— Скажу только, что не могу и не хочу платить за все эти идиотские бредни, особенно если он собирается бездельничать три, а то и все четыре года в каком-нибудь колледже для высоколобых…
— Тебе не придется платить ни цента, — сказала миссис Сибба и еще решительнее поджала губы.
— Откуда же ты возьмешь доллары? — вне себя рявкнул ее супруг.
— А это уж мое дело, — отпарировала она. — Я не хочу, чтобы мой ребенок рос как бродяга, и мой долг по отношению к семье…
— Гм, — хмыкнул мистер Сибба. — Если ты получишь хоть грош от своей семейки, можешь считать, что тебе чертовски повезло, клянусь богом. Но я не хочу вмешиваться в твои сумасбродные выдумки. Можешь ехать, если достанешь деньги, но только при этом условии.
— Вчера, — сказала миссис Сибба кротко и ласково, — я побывала у агента по торговле недвижимостью, и он сказал, что мой участок на углу Мейпл-стрит и Двадцать второй улицы поднялся в цене, потому что, как говорит миссис Шеперд, ее муж купил вторую половину квартала, после того как узнал, что кто-то собирается построить там большой универмаг, и агент предложил мне пять тысяч долларов за участок, но я отказалась, а теперь он готов дать мне две с половиной тысячи под закладную, и в банке на текущем счету у меня семьсот пятьдесят долларов, так что на эти деньги мы с Джереми вполне сможем съездить в Европу.
Мистер Сибба переложил табачную жвачку за другую щеку и задумчиво сплюнул в камин, но не сказал ни слова. Джереми перешел через комнату и молча поцеловал мать в лоб.

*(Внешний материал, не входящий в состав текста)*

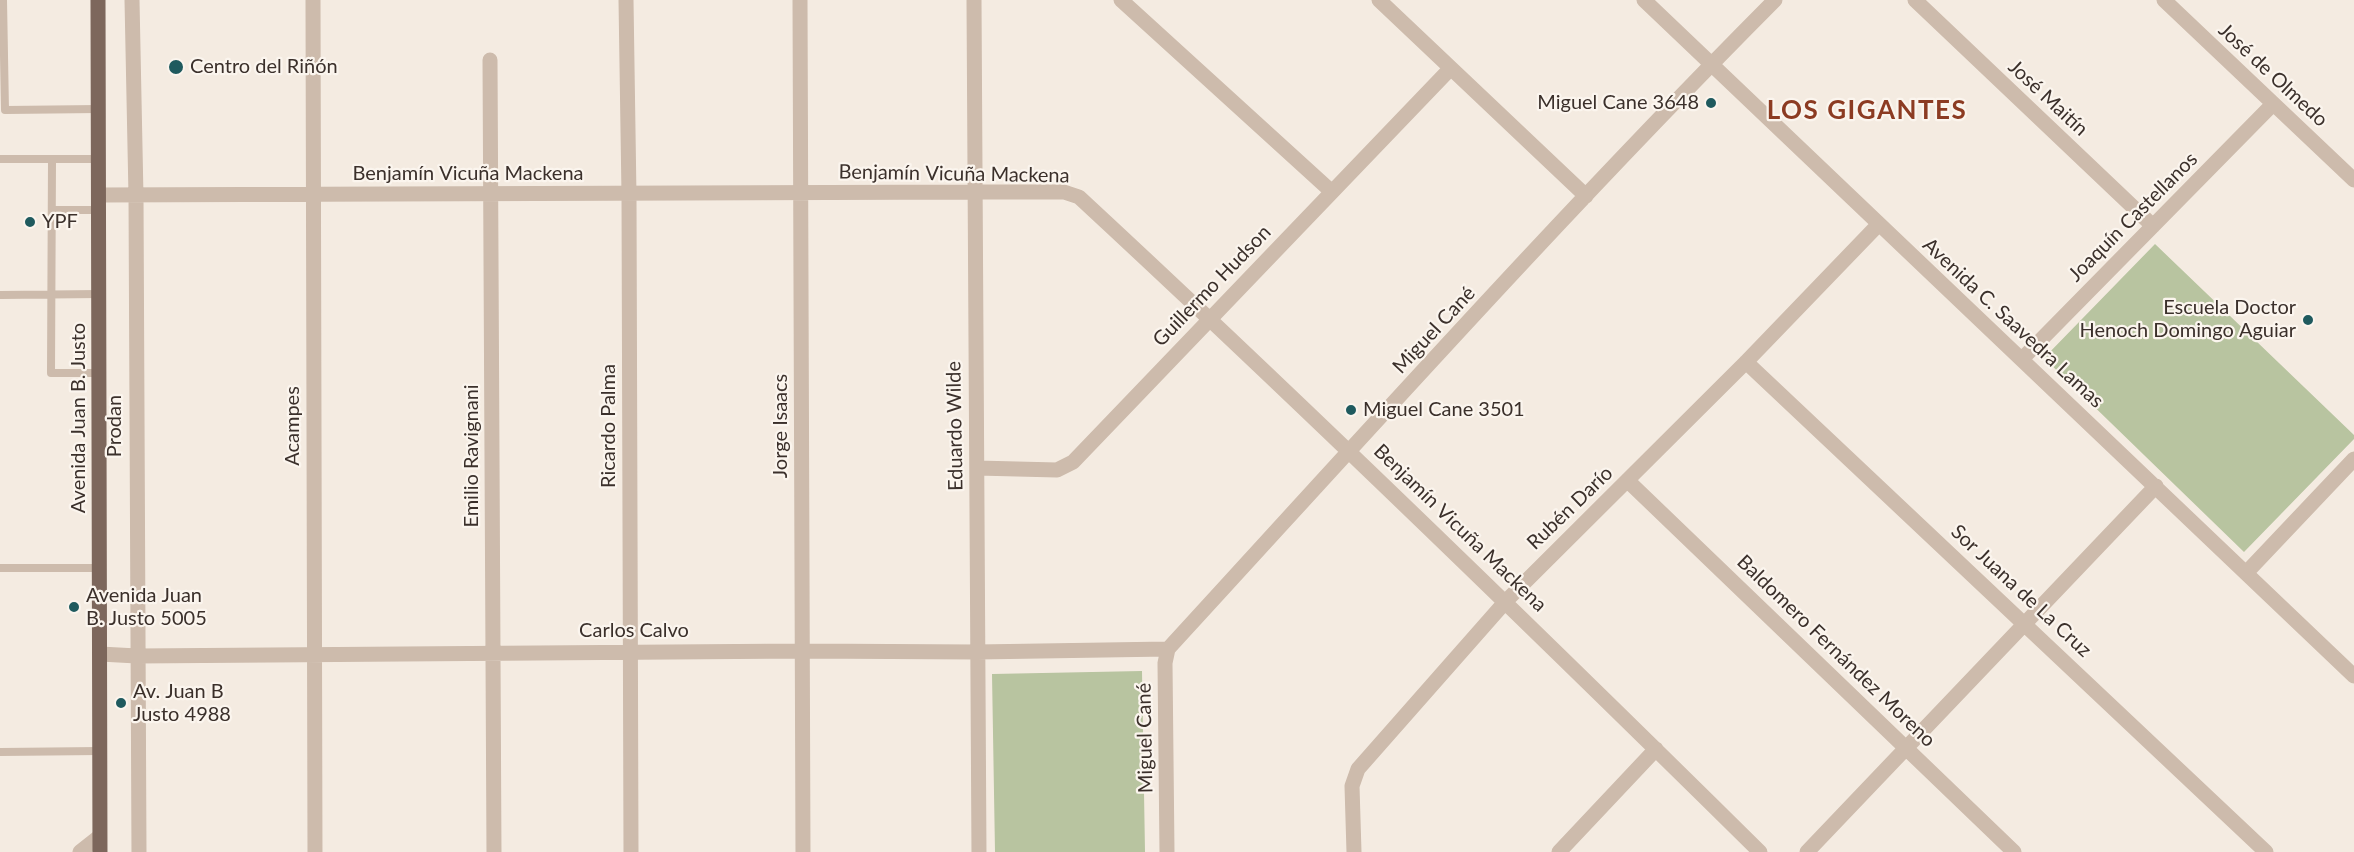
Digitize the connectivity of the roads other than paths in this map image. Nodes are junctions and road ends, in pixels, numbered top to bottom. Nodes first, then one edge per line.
1 (3, 0) edge
2 (98, 0) edge
3 (132, 0) edge
4 (313, 0) edge
5 (626, 0) edge
6 (800, 0) edge
7 (974, 0) edge
8 (1121, 0) edge
9 (1379, 0) edge
10 (1644, 0) edge
11 (1775, 0) edge
12 (1914, 0) edge
13 (2164, 0) edge
14 (490, 60) dead end
15 (1711, 64) junction
16 (1450, 69) junction
17 (2273, 104) junction
18 (99, 109) junction
19 (3, 110) edge
20 (0, 159) edge
21 (52, 159) junction
22 (99, 159) junction
23 (2354, 180) edge
24 (974, 192) junction
25 (1332, 192) junction
26 (801, 194) junction
27 (492, 195) junction
28 (629, 195) junction
29 (136, 196) junction
30 (313, 196) junction
31 (1587, 196) junction
32 (100, 202) junction
33 (52, 210) junction
34 (1878, 225) junction
35 (2153, 226) junction
36 (52, 294) junction
37 (100, 294) junction
38 (0, 295) edge
39 (1209, 318) junction
40 (2022, 358) junction
41 (1746, 362) junction
42 (100, 373) junction
43 (1350, 451) junction
44 (2354, 459) edge
45 (977, 468) junction
46 (1628, 481) junction
47 (2156, 486) junction
48 (0, 568) edge
49 (100, 568) junction
50 (2246, 573) junction
51 (1506, 601) junction
52 (2025, 623) junction
53 (1168, 649) junction
54 (803, 651) junction
55 (631, 652) junction
56 (977, 652) junction
57 (494, 653) junction
58 (100, 654) junction
59 (314, 654) junction
60 (137, 657) junction
61 (2354, 676) edge
62 (1906, 748) junction
63 (1656, 749) junction
64 (0, 752) edge
65 (100, 752) junction
66 (100, 844) edge
67 (80, 852) edge
68 (139, 852) edge
69 (315, 852) edge
70 (494, 852) edge
71 (631, 852) edge
72 (803, 852) edge
73 (979, 852) edge
74 (1167, 852) edge
75 (1354, 852) edge
76 (1559, 852) edge
77 (1760, 852) edge
78 (1807, 852) edge
79 (2014, 852) edge
80 (2266, 852) edge

1 - 19 lane
2 - 18 main road, Avenida Juan B. Justo
3 - 29 street, Prodan
4 - 30 street, Acampes
5 - 28 street, Ricardo Palma
6 - 26 street, Jorge Isaacs
7 - 24 street, Eduardo Wilde
8 - 25 street
9 - 16 street
10 - 15 street, Avenida C. Saavedra Lamas
11 - 15 street, Miguel Cané
12 - 35 street, José Maitín
13 - 17 street, José de Olmedo
14 - 27 street, Emilio Ravignani
15 - 31 street, Miguel Cané
15 - 34 street, Avenida C. Saavedra Lamas
16 - 25 street, Guillermo Hudson
16 - 31 street
17 - 23 street, José de Olmedo
17 - 35 street, Joaquín Castellanos
18 - 19 lane
18 - 22 main road, Avenida Juan B. Justo
20 - 21 lane
21 - 22 lane
21 - 33 lane
22 - 32 main road, Avenida Juan B. Justo
24 - 26 street, Benjamín Vicuña Mackena
24 - 39 street, Benjamín Vicuña Mackena
24 - 45 street, Eduardo Wilde
25 - 39 street, Guillermo Hudson
26 - 28 street, Benjamín Vicuña Mackena
26 - 54 street, Jorge Isaacs
27 - 28 street, Benjamín Vicuña Mackena
27 - 30 street, Benjamín Vicuña Mackena
27 - 57 street, Emilio Ravignani
28 - 55 street, Ricardo Palma
29 - 30 street, Benjamín Vicuña Mackena
29 - 32 street, Benjamín Vicuña Mackena
29 - 60 street, Prodan
30 - 59 street, Acampes
31 - 43 street, Miguel Cané
32 - 33 lane
32 - 37 main road, Avenida Juan B. Justo
33 - 36 lane
34 - 40 street, Avenida C. Saavedra Lamas
34 - 41 street, Rubén Darío
35 - 40 street, Joaquín Castellanos
36 - 37 lane
36 - 38 lane
36 - 42 lane
37 - 42 main road, Avenida Juan B. Justo
39 - 43 street, Benjamín Vicuña Mackena
39 - 45 street, Guillermo Hudson
40 - 47 street, Avenida C. Saavedra Lamas
41 - 46 street, Rubén Darío
41 - 52 street, Sor Juana de La Cruz
42 - 49 main road, Avenida Juan B. Justo
43 - 51 street, Benjamín Vicuña Mackena
43 - 53 street, Miguel Cané
44 - 50 street
45 - 56 street, Eduardo Wilde
46 - 51 street, Rubén Darío
46 - 62 street, Baldomero Fernández Moreno
47 - 50 street, Avenida C. Saavedra Lamas
47 - 52 street
48 - 49 lane
49 - 58 main road, Avenida Juan B. Justo
50 - 61 street, Avenida C. Saavedra Lamas
51 - 63 street, Benjamín Vicuña Mackena
51 - 75 street, Rubén Darío
52 - 62 street
52 - 80 street, Sor Juana de La Cruz
53 - 56 street, Carlos Calvo
53 - 74 street, Miguel Cané
54 - 55 street, Carlos Calvo
54 - 56 street, Carlos Calvo
54 - 72 street, Jorge Isaacs
55 - 57 street, Carlos Calvo
55 - 71 street, Ricardo Palma
56 - 73 street, Eduardo Wilde
57 - 59 street, Carlos Calvo
57 - 70 street, Emilio Ravignani
58 - 60 street, Carlos Calvo
58 - 65 main road, Avenida Juan B. Justo
59 - 60 street, Carlos Calvo
59 - 69 street, Acampes
60 - 68 street, Prodan
62 - 78 street
62 - 79 street, Baldomero Fernández Moreno
63 - 76 street
63 - 77 street, Benjamín Vicuña Mackena
64 - 65 lane
65 - 66 main road, Avenida Juan B. Justo
66 - 67 street, Avenida Juan B. Justo

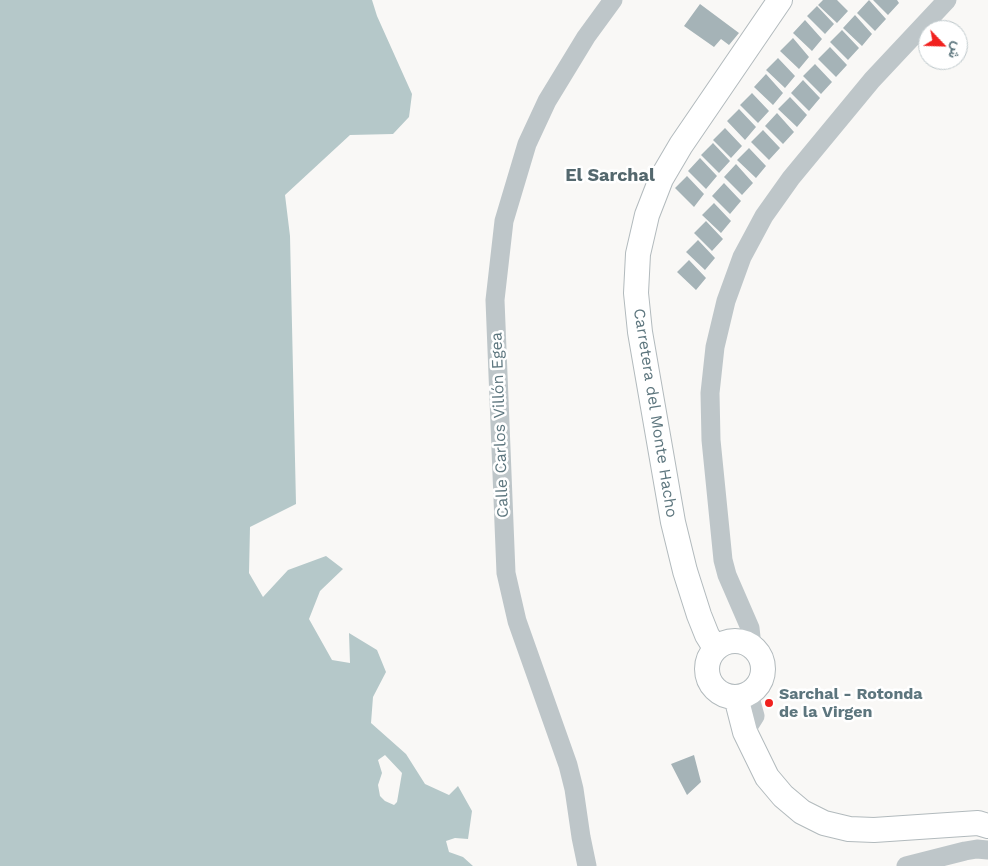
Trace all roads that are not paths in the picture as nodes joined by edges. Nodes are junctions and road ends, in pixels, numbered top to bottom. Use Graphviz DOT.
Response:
graph roads {
  1 [pos="613,0"];
  2 [pos="780,0"];
  3 [pos="947,0"];
  4 [pos="732,640"];
  5 [pos="742,707"];
  6 [pos="988,826"];
  7 [pos="988,850"];
  8 [pos="587,866"];
  9 [pos="906,866"];
  1 -- 8 [label="street, Calle Carlos Villón Egea"];
  2 -- 4 [label="main road, Carretera del Monte Hacho"];
  3 -- 4 [label="street"];
  4 -- 5 [label="main road"];
  4 -- 5 [label="main road"];
  5 -- 6 [label="main road"];
  7 -- 9 [label="street"];
}
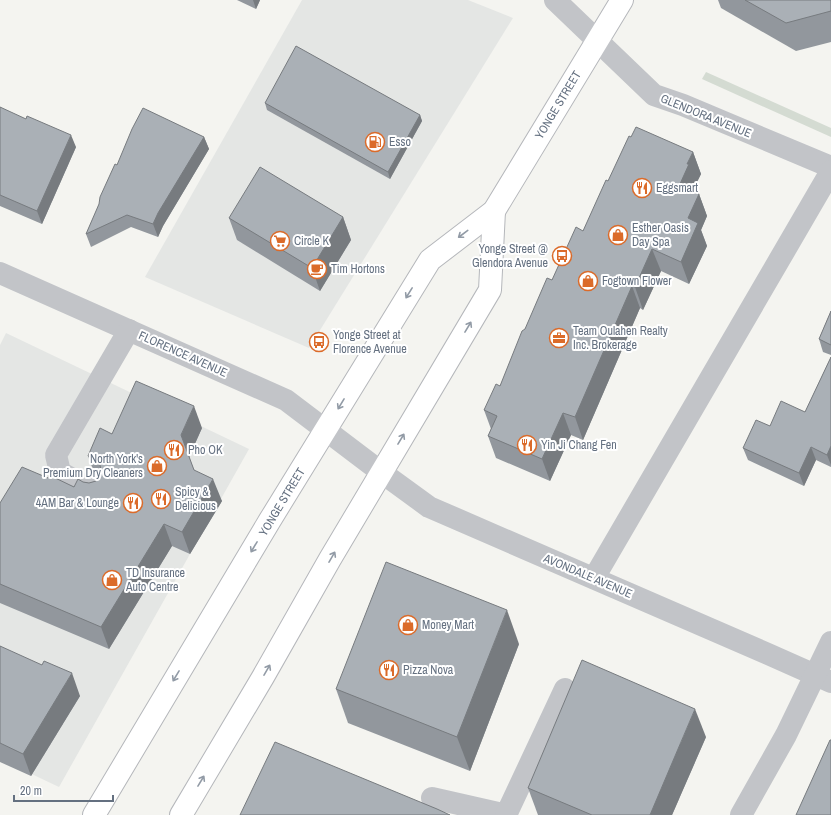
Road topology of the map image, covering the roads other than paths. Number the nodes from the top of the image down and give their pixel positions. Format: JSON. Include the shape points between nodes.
{"nodes":[{"id":1,"x":555,"y":0,"type":"edge"},
{"id":2,"x":622,"y":0,"type":"edge"},
{"id":3,"x":598,"y":41,"type":"junction"},
{"id":4,"x":831,"y":167,"type":"edge"},
{"id":5,"x":831,"y":171,"type":"edge"},
{"id":6,"x":494,"y":211,"type":"junction"},
{"id":7,"x":0,"y":273,"type":"edge"},
{"id":8,"x":129,"y":330,"type":"junction"},
{"id":9,"x":326,"y":430,"type":"junction"},
{"id":10,"x":356,"y":452,"type":"joint"},
{"id":11,"x":382,"y":472,"type":"junction"},
{"id":12,"x":97,"y":493,"type":"edge"},
{"id":13,"x":594,"y":578,"type":"junction"},
{"id":14,"x":831,"y":642,"type":"edge"},
{"id":15,"x":823,"y":679,"type":"edge"},
{"id":16,"x":565,"y":689,"type":"dead end"},
{"id":17,"x":432,"y":798,"type":"dead end"},
{"id":18,"x":94,"y":815,"type":"edge"},
{"id":19,"x":181,"y":815,"type":"edge"},
{"id":20,"x":507,"y":815,"type":"edge"},
{"id":21,"x":741,"y":815,"type":"edge"}],
"edges":[{"from":1,"to":3,"type":"street","name":"GLENDORA AVENUE"},
{"from":2,"to":3,"type":"main road","name":"YONGE STREET"},
{"from":3,"to":4,"type":"street","name":"GLENDORA AVENUE","via":[[654,95]]},
{"from":3,"to":6,"type":"main road","name":"YONGE STREET"},
{"from":5,"to":13,"type":"street"},
{"from":6,"to":9,"type":"main road","name":"YONGE STREET","one_way":true,"via":[[430,260]]},
{"from":11,"to":6,"type":"main road","name":"YONGE STREET","one_way":true,"via":[[490,290]]},
{"from":7,"to":8,"type":"street","name":"FLORENCE AVENUE"},
{"from":8,"to":9,"type":"street","name":"FLORENCE AVENUE","via":[[286,400]]},
{"from":8,"to":12,"type":"street","via":[[56,455],[60,472]]},
{"from":9,"to":10,"type":"street","name":"FLORENCE AVENUE"},
{"from":9,"to":18,"type":"main road","name":"YONGE STREET","one_way":true},
{"from":10,"to":11,"type":"street","name":"AVONDALE AVENUE"},
{"from":11,"to":13,"type":"street","name":"AVONDALE AVENUE","via":[[429,507]]},
{"from":19,"to":11,"type":"main road","name":"YONGE STREET","one_way":true},
{"from":13,"to":15,"type":"street","name":"AVONDALE AVENUE"},
{"from":14,"to":15,"type":"street"},
{"from":15,"to":21,"type":"street","via":[[786,735]]},
{"from":16,"to":20,"type":"street"},
{"from":17,"to":20,"type":"street"}]}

Так около тридцати лет назад Джереми впервые ступил на землю той самой Европы, которую ему суждено было озарить своим интеллектом и очистить своей моралью. Америка, которую он покинул, сильно отличалась от нынешней, — это была Америка свободной иммиграции и шумных кабаков, Америка, где высота небоскребов не превышала нескольких сот футов, а автомобили были новинкой. Тоже можно сказать и об Англии, куда он прибыл: она походила на муравейник, где так и кишели самонадеянные толстосумы, которые верили, что моря и мировые рынки вечно будут покорны им, подобно лакедемонянам,{9} которые полегли костьми, покорные заветам своих сограждан. Живой ум молодого американца особенно поразило спокойное непринужденное превосходство, которым был отмечен закат викторианской эпохи. С первого же взгляда он сообразил, что холодная и даже скромная уверенность в своем превосходстве куда действенней, чем бурное и упорное отстаивание своих прав. И Джереми понял, что обрел свою духовную родину. Здесь, в древнем лоне своего народа, он постиг, что живущий в нем гений будет признан, что он расцветет здесь так, как не расцвел бы ни в какой незрелой и суетной стране; что здесь стоит бороться за награду, которая увенчает жизнь, исполненную благородства.
Мы не станем описывать во всех подробностях этот год странствий, который, без сомнения, вдохнул в юного Сибба те идеалы и стремления, которым он неизменно оставался верен всю свою жизнь. Однако мы не можем умолчать об одном случае, ибо сам Сиббер поведал нам, какое глубокое впечатление этот случай произвел на него, хотя он и видел его тогда в ложном свете. В первый день своего пребывания в знаменитом университетском городе Оксбридже{10} Джереми вышел прогуляться после завтрака, а мать его легла отдохнуть. Он бродил по средневековым улицам, осматривая реставрированные готические здания и разрушенные классические фасады колледжей, робко заглядывая во дворы, пока наконец один из служителей не взял его за шиворот и не заставил силой осмотреть зал и все сорок два портрета, которыми были увешаны стены. В зале стоял слабый запах жаркого и горчицы, а на столе красовались грязные пивные кружки. Джереми благоговейно поднялся на возвышение и, глядя на дубовые стулья профессоров, размышлял свойственным ему сложным путем о строгом покое науки и о том, возьмет ли с него услужливый гид шесть пенсов или потребует целый шиллинг.
Когда он вышел на улицу, преисполненный возвышенных мыслей, к нему приблизились два проктора{11} в мантиях, а впереди них — педель{12} с серебряным жезлом.